> **Task requirements**:
Go through the data below and return each line where the string "image" occurs.

> **Records for this exercise**:
....................
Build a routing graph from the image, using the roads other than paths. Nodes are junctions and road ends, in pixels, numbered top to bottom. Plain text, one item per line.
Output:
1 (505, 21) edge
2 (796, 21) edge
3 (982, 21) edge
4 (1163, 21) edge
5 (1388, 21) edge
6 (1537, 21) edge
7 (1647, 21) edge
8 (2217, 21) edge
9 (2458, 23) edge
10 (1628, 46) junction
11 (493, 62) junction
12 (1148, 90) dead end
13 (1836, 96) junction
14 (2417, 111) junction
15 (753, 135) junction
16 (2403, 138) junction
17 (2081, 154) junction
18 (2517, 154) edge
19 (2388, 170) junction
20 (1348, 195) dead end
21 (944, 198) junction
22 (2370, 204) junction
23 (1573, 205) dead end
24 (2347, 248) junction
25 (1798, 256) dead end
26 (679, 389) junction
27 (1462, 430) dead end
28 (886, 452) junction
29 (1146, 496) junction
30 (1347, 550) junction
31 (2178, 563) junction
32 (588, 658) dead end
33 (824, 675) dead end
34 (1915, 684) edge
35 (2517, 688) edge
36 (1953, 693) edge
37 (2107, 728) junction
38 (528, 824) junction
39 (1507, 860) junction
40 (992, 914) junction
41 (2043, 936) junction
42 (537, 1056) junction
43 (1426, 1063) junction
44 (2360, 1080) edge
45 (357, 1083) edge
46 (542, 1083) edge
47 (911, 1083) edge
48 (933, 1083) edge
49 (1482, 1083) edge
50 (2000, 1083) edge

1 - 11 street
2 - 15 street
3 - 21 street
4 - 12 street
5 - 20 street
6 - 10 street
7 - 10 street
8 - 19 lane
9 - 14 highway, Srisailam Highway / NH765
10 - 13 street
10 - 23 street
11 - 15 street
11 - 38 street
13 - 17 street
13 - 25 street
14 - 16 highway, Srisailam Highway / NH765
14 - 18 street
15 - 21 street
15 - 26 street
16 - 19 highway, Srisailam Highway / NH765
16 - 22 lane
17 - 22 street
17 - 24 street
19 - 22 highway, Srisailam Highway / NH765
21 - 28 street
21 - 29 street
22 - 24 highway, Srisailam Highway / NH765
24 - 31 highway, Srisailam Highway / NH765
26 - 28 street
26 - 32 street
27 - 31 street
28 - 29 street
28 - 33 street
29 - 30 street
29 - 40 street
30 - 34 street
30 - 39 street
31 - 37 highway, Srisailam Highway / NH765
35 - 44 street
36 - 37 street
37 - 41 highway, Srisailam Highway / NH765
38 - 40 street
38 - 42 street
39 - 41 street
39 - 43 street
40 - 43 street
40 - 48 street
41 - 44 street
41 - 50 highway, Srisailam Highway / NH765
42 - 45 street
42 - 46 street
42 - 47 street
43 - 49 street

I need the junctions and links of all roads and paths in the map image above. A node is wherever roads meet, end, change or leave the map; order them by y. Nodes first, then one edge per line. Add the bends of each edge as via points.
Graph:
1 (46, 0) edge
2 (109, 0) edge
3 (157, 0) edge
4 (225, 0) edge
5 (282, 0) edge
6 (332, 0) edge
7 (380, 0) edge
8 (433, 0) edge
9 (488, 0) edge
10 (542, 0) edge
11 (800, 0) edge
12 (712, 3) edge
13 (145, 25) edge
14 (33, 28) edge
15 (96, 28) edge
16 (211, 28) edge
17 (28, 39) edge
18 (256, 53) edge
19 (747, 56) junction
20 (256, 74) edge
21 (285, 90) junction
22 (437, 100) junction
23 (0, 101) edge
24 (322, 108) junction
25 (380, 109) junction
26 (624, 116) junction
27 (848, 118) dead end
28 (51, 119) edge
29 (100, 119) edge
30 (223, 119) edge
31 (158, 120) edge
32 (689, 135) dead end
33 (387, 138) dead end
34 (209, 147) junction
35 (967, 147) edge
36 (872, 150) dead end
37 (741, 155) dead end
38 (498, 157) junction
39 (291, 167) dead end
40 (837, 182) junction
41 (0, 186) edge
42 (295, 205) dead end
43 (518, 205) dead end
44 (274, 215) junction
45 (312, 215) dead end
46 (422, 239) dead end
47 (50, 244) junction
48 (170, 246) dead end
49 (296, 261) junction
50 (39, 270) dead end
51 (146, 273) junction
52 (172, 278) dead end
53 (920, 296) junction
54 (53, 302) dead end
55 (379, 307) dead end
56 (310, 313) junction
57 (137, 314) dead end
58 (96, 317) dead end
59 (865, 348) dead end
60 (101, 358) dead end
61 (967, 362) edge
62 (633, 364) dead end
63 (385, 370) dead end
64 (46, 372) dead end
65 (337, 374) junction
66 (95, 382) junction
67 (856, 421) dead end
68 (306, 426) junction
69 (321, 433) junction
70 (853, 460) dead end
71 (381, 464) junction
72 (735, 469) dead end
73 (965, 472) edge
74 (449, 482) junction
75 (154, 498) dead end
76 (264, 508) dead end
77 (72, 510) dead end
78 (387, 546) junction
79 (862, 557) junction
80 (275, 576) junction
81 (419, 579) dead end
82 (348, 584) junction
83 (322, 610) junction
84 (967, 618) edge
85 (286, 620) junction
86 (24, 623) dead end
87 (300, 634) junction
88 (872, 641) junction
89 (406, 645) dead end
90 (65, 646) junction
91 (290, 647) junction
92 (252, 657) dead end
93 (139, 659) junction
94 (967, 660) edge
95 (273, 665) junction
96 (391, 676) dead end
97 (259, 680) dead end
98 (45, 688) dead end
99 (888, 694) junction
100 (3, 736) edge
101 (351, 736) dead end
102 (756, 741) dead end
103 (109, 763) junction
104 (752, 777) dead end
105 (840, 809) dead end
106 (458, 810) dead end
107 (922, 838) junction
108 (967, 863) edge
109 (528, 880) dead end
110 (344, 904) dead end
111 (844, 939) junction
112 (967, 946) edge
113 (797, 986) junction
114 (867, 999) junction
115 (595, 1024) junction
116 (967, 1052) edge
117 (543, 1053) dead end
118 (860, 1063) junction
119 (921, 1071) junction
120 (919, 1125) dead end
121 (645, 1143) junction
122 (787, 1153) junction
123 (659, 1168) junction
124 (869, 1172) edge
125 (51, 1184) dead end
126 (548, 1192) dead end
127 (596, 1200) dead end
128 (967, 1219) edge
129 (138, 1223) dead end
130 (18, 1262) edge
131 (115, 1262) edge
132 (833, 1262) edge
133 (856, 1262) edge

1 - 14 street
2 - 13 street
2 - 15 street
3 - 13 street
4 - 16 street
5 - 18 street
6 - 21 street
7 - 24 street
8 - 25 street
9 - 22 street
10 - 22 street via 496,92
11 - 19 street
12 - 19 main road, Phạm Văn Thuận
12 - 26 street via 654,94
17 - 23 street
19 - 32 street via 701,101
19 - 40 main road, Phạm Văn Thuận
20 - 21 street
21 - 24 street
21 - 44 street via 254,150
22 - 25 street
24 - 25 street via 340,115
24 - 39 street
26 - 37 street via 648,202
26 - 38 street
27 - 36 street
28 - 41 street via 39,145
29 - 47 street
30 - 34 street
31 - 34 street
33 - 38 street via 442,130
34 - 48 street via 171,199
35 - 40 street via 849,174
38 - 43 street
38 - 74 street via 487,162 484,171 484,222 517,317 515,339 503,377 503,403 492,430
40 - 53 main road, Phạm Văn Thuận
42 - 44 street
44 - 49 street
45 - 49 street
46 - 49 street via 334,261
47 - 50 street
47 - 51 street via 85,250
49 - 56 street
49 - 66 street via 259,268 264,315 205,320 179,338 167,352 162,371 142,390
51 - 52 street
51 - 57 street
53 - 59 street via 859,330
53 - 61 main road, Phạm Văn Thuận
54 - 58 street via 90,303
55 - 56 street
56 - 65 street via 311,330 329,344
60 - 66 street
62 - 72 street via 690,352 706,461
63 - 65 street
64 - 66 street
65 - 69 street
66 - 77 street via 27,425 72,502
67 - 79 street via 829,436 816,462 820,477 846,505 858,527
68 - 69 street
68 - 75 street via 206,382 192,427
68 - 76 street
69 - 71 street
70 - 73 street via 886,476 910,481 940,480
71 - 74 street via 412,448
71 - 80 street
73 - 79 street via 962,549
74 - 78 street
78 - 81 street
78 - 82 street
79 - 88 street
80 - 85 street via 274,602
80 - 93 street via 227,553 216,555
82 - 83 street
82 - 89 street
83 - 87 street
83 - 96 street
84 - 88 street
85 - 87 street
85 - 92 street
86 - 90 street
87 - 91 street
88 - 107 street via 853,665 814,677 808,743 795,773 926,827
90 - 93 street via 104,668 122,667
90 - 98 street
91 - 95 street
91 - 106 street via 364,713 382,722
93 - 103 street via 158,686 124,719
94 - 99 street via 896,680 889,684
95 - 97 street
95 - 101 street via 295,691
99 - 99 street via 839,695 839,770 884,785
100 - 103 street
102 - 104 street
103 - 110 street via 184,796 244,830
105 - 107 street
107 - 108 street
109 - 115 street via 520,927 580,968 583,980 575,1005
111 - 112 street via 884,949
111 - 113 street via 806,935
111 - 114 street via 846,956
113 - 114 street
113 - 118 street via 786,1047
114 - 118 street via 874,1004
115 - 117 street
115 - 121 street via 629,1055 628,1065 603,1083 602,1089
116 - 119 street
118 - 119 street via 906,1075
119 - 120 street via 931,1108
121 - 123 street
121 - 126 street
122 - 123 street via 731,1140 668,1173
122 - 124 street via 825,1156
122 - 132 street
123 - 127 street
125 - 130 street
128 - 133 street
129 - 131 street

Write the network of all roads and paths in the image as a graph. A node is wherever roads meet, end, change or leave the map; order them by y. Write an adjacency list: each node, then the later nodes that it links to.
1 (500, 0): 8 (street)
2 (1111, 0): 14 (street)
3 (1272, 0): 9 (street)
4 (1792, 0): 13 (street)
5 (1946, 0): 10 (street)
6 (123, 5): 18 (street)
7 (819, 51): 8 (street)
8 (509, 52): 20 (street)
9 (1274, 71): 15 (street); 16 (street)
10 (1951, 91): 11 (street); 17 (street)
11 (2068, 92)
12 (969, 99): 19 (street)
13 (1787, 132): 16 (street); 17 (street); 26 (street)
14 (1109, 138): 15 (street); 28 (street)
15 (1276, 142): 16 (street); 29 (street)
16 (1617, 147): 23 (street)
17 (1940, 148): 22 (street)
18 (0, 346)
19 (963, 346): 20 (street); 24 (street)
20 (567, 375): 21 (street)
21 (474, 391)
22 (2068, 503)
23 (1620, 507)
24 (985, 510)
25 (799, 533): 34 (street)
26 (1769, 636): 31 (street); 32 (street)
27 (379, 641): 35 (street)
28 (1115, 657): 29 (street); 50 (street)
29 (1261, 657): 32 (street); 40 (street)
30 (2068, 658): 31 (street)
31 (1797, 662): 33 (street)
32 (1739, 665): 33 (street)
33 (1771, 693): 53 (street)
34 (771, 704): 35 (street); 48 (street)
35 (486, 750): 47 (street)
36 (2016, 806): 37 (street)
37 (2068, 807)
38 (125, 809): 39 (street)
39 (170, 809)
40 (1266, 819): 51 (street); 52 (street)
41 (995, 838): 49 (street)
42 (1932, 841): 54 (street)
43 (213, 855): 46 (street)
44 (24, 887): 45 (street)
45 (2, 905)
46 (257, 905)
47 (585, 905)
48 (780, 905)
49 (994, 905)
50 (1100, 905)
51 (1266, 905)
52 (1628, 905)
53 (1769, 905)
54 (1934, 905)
....................
> **Task answer**:
Build a routing graph from the image, using the roads other than paths. Nodes are junctions and road ends, in pixels, numbered top to bottom. Plain text, one item per line.
I need the junctions and links of all roads and paths in the map image above. A node is wherever roads meet, end, change or leave the map; order them by y. Nodes first, then one edge per line. Add the bends of each edge as via points.
Write the network of all roads and paths in the image as a graph. A node is wherever roads meet, end, change or leave the map; order them by y. Write an adjacency list: each node, then the later nodes that it links to.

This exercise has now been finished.